SCADA (Supervisory Control and Data Acquisition) systems have been in use for many years at electric utilities.

Overview

The basic architecture of the SCADA system has remained constant since the first systems were installed over 30 years ago, which were based on the most current information technology available. But as centralised information technology has advanced toward the use of decentralised PCs with servers, the utility’s SCADA architecture has not kept pace.

The challenge with the traditional SCADA architecture is the higher costs associated with new substations and limited flexibility when functional requirements, equipment additions and physical layout changes are required. As with most changes in the electric utility world, a valid business and operational case must be made to justify changes to designs and investments.

This paper discusses why utilities should move from a traditional SCADA architecture to a distributed architecture and how this change affects the physical design of the substation to be simpler, more flexible, and less costly.

The use of local HMI, which is the cornerstone of this new architecture, delivers vast benefits that can help utilities operate better today and puts them on the right path toward a smarter grid into the future.

Current Utility Architecture

Today, the most common type of IT architecture is based on a central server located at the utility’s control center that acts as the central core of the SCADA solution.

Access to the real-time information, status and alarms of the utility’s substations is visible to control center operators through local workstations (Desktop PCs).

However, non-real-time information, which is useful for analysing sequence of events (SOEs), alarms, and maintenance, is left in the relays (Intelligent Electronic Devices – IEDs).

The real-time information is brought into a utility’s control center through a variety of communications methods, including telephone, two-way radio, microwave, and fiber.

At the substation end of the communications connection is an RTU (Remote Terminal Unit), which may be the data concentrator or may have an external concentrator. It is connected to the utility relays that control substation equipment such as breakers; the connections within the substation are generally done with a local area network (a fiber ring or copper cables).

Benefits of Local HMI

  • Store history of all alarms and Sequence of Events at the substation in one local historian database
  • Enable engineers/technicians to retrieve this information locally as well as remotely from their desks
  • Leverage HMI to allow operation of the breakers or other equipment based on their security requirements
  • Allow Comtrade files from the relays to be moved from IED relays to the engineer’s desk through this system
  • Minimise communications traffic over master SCADA communications
  • Limit access to master SCADA

Benefits of the Distributed Architecture

The use of local HMI enables a distributed architecture SCADA system, which presents an entirely new way to configure the utility substation with less complexity and more accessibility for engineers and technicians.

It consists of local HMIs with full SCADA control and a central control room that provides visibility, command and control, and data retrieval by utilising the HMIs—providing the infrastructure for a smarter grid that delivers improved operational and financial results.

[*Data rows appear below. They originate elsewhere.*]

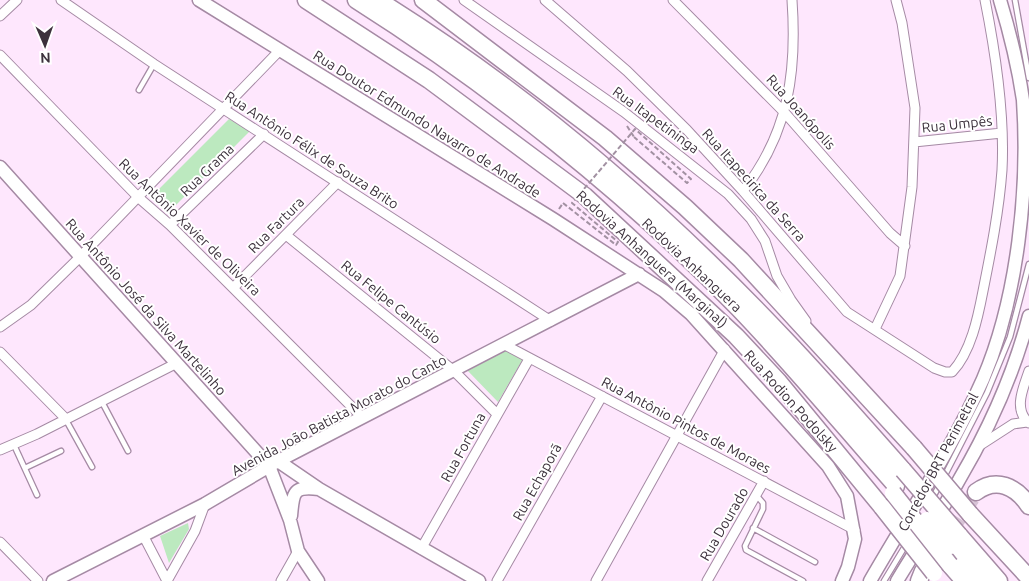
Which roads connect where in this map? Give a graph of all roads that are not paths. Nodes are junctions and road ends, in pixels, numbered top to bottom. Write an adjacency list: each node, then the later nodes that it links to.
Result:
1 (17, 0): 16 (street)
2 (61, 0): 19 (street, Rua Antônio Félix de Souza Brito)
3 (199, 0): 17 (street, Rua Doutor Edmundo Navarro de Andrade)
4 (306, 0): 87 (highway, Rodovia Anhanguera (Marginal), bridge)
5 (356, 0): 69 (highway, Rodovia Anhanguera)
6 (380, 0): 82 (highway, Rodovia Anhanguera, bridge)
7 (423, 0): 43 (highway)
8 (464, 0): 43 (street, Rua Itapetininga)
9 (545, 0): 29 (street, Rua Itapecirica da Serra)
10 (673, 0): 23 (street, Rua Joanópolis)
11 (792, 0): 23 (street)
12 (896, 0): 26 (street)
13 (985, 0): 24 (street)
14 (1000, 0): 100 (street)
15 (1015, 0): 20 (lane)
16 (0, 16)
17 (280, 50): 22 (street); 36 (street, Rua Doutor Edmundo Navarro de Andrade)
18 (0, 55): 30 (street, Rua Antônio Xavier de Oliveira)
19 (154, 64): 21 (lane); 22 (street, Rua Antônio Félix de Souza Brito)
20 (1029, 78)
21 (139, 90)
22 (222, 108): 25 (street, Rua Antônio Félix de Souza Brito); 30 (street)
23 (785, 113): 29 (street); 33 (street, Rua Joanópolis)
24 (1002, 133): 26 (street, Rua Umpês); 41 (street, Rua Itapecirica da Serra)
25 (264, 134): 28 (street, Rua Antônio Félix de Souza Brito); 31 (street, Rua Grama)
26 (914, 142): 33 (street)
27 (0, 167): 34 (street, Rua Antônio José da Silva Martelinho)
28 (338, 182): 32 (street, Rua Fartura); 39 (street, Rua Antônio Félix de Souza Brito)
29 (743, 191): 41 (street, Rua Itapecirica da Serra)
30 (139, 198): 31 (street, Rua Antônio Xavier de Oliveira); 34 (street)
31 (170, 225): 37 (street, Rua Antônio Xavier de Oliveira)
32 (286, 235): 37 (street, Rua Fartura); 48 (street, Rua Felipe Cantúsio)
33 (905, 246): 41 (street)
34 (81, 256): 40 (street); 47 (street, Rua Antônio José da Silva Martelinho)
35 (1029, 264): 76 (lane, Corredor BRT Perimetral)
36 (639, 274): 39 (street, Avenida João Batista Morato do Canto); 44 (street, Rua Rodion Podolsky)
37 (233, 288): 53 (street, Rua Antônio Xavier de Oliveira)
38 (1029, 316): 59 (street)
39 (551, 320): 42 (street, Avenida João Batista Morato do Canto)
40 (0, 327)
41 (875, 328)
42 (505, 345): 46 (street, Rua Antônio Pintos de Moraes); 48 (street, Avenida João Batista Morato do Canto)
43 (823, 348): 88 (highway, bridge)
44 (725, 349): 56 (street); 80 (street, Rua Rodion Podolsky)
45 (0, 352): 54 (street)
46 (529, 359): 50 (street, Rua Antônio Pintos de Moraes); 52 (street, Rua Fortuna)
47 (177, 363): 51 (street); 62 (street, Rua Antônio José da Silva Martelinho)
48 (454, 371): 52 (street, Rua Felipe Cantúsio); 53 (street, Avenida João Batista Morato do Canto)
49 (1029, 371): 55 (street)
50 (602, 396): 56 (street, Rua Antônio Pintos de Moraes); 95 (street, Rua Echaporã)
51 (101, 401): 54 (street); 61 (lane)
52 (497, 414): 84 (street, Rua Fortuna)
53 (362, 417): 62 (street, Avenida João Batista Morato do Canto)
54 (66, 419): 57 (street); 63 (lane)
55 (1028, 423): 59 (street)
56 (677, 436): 66 (street, Rua Antônio Pintos de Moraes); 96 (street)
57 (14, 445): 58 (street); 64 (lane)
58 (0, 450)
59 (975, 450): 102 (street)
60 (61, 451): 64 (lane)
61 (128, 451)
62 (274, 464): 65 (street); 67 (street); 74 (street, Avenida João Batista Morato do Canto)
63 (92, 467)
64 (24, 468): 72 (lane)
65 (297, 474): 68 (street); 70 (street)
66 (764, 481): 73 (street, Rua Dourado); 80 (street, Rua Antônio Pintos de Moraes)
67 (277, 486): 70 (street); 78 (street)
68 (319, 489): 70 (street); 84 (street)
69 (894, 489): 82 (highway, Rodovia Anhanguera, bridge); 103 (highway, bridge)
70 (296, 491): 78 (street)
71 (976, 492): 75 (highway)
72 (37, 495)
73 (756, 495): 79 (lane); 97 (street, Rua Dourado)
74 (205, 504): 81 (street, Avenida João Batista Morato do Canto); 92 (street)
75 (1029, 506)
76 (927, 507)
77 (922, 516): 101 (lane, Corredor BRT Perimetral)
78 (290, 520): 85 (street)
79 (753, 528): 86 (lane); 98 (lane)
80 (855, 530): 99 (street, Rua Rodion Podolsky)
81 (143, 535): 91 (street, Avenida João Batista Morato do Canto); 92 (street)
82 (955, 541): 104 (highway, Rodovia Anhanguera); 105 (highway, Rodovia Anhanguera)
83 (0, 542): 90 (street)
84 (421, 549): 94 (street)
85 (298, 551): 89 (street); 93 (street)
86 (815, 562)
87 (929, 576)
88 (1029, 578)
89 (284, 580)
90 (38, 581)
91 (53, 581)
92 (167, 581)
93 (318, 581)
94 (479, 581)
95 (497, 581)
96 (596, 581)
97 (707, 581)
98 (803, 581)
99 (842, 581)
100 (870, 581)
101 (884, 581)
102 (897, 581)
103 (964, 581)
104 (982, 581)
105 (999, 581)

Increased Flexibility and Lower Costs

The new architecture allows utilities to expand functional operations by preparing for smart grid functionalities without major reprogramming of a large SCADA system. From a physical layout perspective, this architecture allows for greater physical flexibility in substation expansions and eliminates the need for the RTU/data concentrator.

At new substations, control houses are often built to house the relays that control the breakers, allowing technicians to work on the relays in all types of weather—an expense that has become accepted but should now be questioned. Using a distributed architecture, a control building is no longer necessary because the local SCADA acts as a gateway, allowing for reprograming of all points accessible to the local SCADA.

Therefore, the relays can go back into the breaker cabinets and be interrogated and programmed from the engineer’s desk—thus eliminating travel time to the substation. Without the need for the house, the panels and racks in the house can be eliminated, as well as the time and costs associated with pulling and landing multiple sets of copper relay cables.

And finally, standardisation plays a key role. The expensive custom SCADA systems with their high annual maintenance fees can be eliminated as a version of the SCADA software is installed on standard Windows® servers in the control room. This version of the software views the thick clients in the substation through traditional communications channels or newer ones as the utility creates them.

Improved Insight and Reliability

The use of the local SCADA as a thick client allows for simpler creation of the screens and point connections using the IEC61850 communications protocol, which helps decrease install time (think plug & play), and the screens can be easily replicated in the control room. The local SCADA will have high-speed storage of all events available to the relays, supported by an appropriate database type.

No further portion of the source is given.